Itongadol.- El primer ministro Benjamin Netanyahu destacó que ha cumplido su promesa de frenar la creación de un Estado palestino, durante una visita al asentamiento de Ofra, en Cisjordania, en el marco de la conmemoración del 50 aniversario de su fundación.
En su discurso, Netanyahu recordó que estuvo en ese mismo lugar hace 25 años y que entonces se comprometió a garantizar la permanencia de Israel en la zona y a impedir cualquier intento de establecer un Estado palestino. “Dije que haríamos todo lo posible para asegurar nuestra permanencia en la Tierra de Israel, para evitar la creación de un Estado palestino, para frustrar los intentos que existían entonces —y que lamentablemente aún existen— de intentar desarraigarnos de aquí. Gracias a Dios, lo que prometí, lo cumplimos”, aseguró.
El mandatario subrayó que Israel enfrentó múltiples presiones internas y externas para ceder en su posición. “Hubo presiones dentro de casa, presiones desde el extranjero, una serie de presidentes estadounidenses que querían desarraigarnos y establecer un Estado palestino aquí. Nosotros nos mantuvimos firmes juntos. Cumplimos la promesa de las generaciones”, dijo Netanyahu, en un mensaje que buscó transmitir continuidad histórica entre los compromisos de los fundadores del movimiento sionista y las políticas actuales de su gobierno.
La visita de Netanyahu a Ofra se produce en un momento en el que la cuestión del futuro político de Cisjordania y la posibilidad de un Estado palestino vuelve a ser tema de debate internacional.

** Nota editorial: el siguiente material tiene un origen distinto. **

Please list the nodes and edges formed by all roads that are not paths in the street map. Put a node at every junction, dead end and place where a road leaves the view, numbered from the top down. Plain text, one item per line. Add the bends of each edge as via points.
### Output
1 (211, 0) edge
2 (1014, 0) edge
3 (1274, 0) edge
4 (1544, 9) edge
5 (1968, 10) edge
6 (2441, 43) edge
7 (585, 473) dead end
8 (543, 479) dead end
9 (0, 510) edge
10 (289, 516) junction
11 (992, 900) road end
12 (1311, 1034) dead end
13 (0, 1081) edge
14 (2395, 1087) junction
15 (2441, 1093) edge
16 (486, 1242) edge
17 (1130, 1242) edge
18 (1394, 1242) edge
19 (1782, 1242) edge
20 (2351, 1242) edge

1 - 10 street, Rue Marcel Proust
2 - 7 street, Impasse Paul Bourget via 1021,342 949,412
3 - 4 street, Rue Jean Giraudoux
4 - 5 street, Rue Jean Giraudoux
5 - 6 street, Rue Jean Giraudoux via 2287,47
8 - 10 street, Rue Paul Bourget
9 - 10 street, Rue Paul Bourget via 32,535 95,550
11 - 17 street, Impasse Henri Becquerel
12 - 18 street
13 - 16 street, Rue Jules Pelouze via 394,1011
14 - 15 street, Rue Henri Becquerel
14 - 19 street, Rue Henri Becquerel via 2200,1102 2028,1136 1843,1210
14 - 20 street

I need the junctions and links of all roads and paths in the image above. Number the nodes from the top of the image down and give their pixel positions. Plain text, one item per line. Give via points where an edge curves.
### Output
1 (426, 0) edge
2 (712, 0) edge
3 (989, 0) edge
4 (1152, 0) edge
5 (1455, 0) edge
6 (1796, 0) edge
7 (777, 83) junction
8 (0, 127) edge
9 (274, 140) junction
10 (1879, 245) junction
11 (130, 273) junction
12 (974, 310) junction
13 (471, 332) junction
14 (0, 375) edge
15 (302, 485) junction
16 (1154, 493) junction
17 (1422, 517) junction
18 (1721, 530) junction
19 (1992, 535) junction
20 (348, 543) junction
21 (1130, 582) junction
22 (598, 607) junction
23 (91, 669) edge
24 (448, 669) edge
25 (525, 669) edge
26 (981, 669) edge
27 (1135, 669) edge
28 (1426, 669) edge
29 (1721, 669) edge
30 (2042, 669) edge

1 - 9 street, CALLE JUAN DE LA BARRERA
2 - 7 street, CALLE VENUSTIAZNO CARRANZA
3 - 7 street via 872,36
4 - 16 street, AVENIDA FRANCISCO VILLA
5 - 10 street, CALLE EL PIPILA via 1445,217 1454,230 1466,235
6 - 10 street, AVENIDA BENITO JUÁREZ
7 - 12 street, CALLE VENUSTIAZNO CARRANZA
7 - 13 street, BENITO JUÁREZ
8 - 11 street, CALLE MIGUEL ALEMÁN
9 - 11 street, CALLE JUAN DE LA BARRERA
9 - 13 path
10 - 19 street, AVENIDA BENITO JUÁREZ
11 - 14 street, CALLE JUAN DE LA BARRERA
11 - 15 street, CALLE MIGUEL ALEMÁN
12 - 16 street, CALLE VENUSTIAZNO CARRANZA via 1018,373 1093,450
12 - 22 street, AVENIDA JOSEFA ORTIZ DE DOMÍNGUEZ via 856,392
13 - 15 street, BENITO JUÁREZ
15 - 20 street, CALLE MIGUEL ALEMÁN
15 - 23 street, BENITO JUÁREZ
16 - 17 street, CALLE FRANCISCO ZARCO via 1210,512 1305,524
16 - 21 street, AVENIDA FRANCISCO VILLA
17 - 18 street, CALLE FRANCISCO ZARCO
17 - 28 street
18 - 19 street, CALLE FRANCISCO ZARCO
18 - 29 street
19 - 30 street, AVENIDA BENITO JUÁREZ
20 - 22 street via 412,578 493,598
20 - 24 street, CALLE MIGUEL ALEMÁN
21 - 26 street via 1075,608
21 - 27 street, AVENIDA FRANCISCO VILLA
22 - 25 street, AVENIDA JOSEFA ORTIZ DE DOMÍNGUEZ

Diversos gobiernos y organismos internacionales han señalado en reiteradas ocasiones que la expansión de los asentamientos israelíes constituye un obstáculo central para una solución de dos Estados. Sin embargo, Netanyahu ha reiterado de manera consistente que bajo su liderazgo Israel no permitirá la creación de un Estado palestino independiente en los territorios en disputa.

Ofra, fundado en 1975, es uno de los asentamientos más antiguos y emblemáticos de Cisjordania. Para muchos israelíes representa la consolidación de la presencia judía en la región, mientras que para los palestinos simboliza la ocupación y la fragmentación territorial que complica sus aspiraciones nacionales. La conmemoración de su medio siglo de existencia se convirtió en una plataforma para que Netanyahu reafirmara su narrativa política frente a una audiencia que comparte su rechazo a un Estado palestino.
Las palabras del primer ministro fueron interpretadas también como un mensaje hacia la comunidad internacional, en un momento de creciente tensión diplomática. Estados Unidos, la Unión Europea y países árabes moderados han insistido en que la única salida viable al conflicto es la solución de dos Estados. Netanyahu, en cambio, refuerza con actos como este que su visión pasa por garantizar el control israelí en Cisjordania, incluso bajo crecientes cuestionamientos externos y protestas internas.
El discurso en Ofra refleja además la estrategia de Netanyahu de apoyarse en los sectores más nacionalistas y religiosos de la sociedad israelí, que rechazan cualquier concesión territorial. Al reivindicar que ha logrado resistir décadas de presión internacional, busca mostrarse como el garante de la seguridad y la continuidad histórica de Israel frente a lo que describe como amenazas existenciales.
Con esta visita y sus declaraciones, Netanyahu no solo celebró el aniversario de un asentamiento emblemático, sino que envió un mensaje claro: bajo su liderazgo, Israel seguirá firme en impedir la creación de un Estado palestino, manteniendo el control en Cisjordania y reforzando el vínculo entre el presente político y lo que definió como “la promesa de las generaciones”.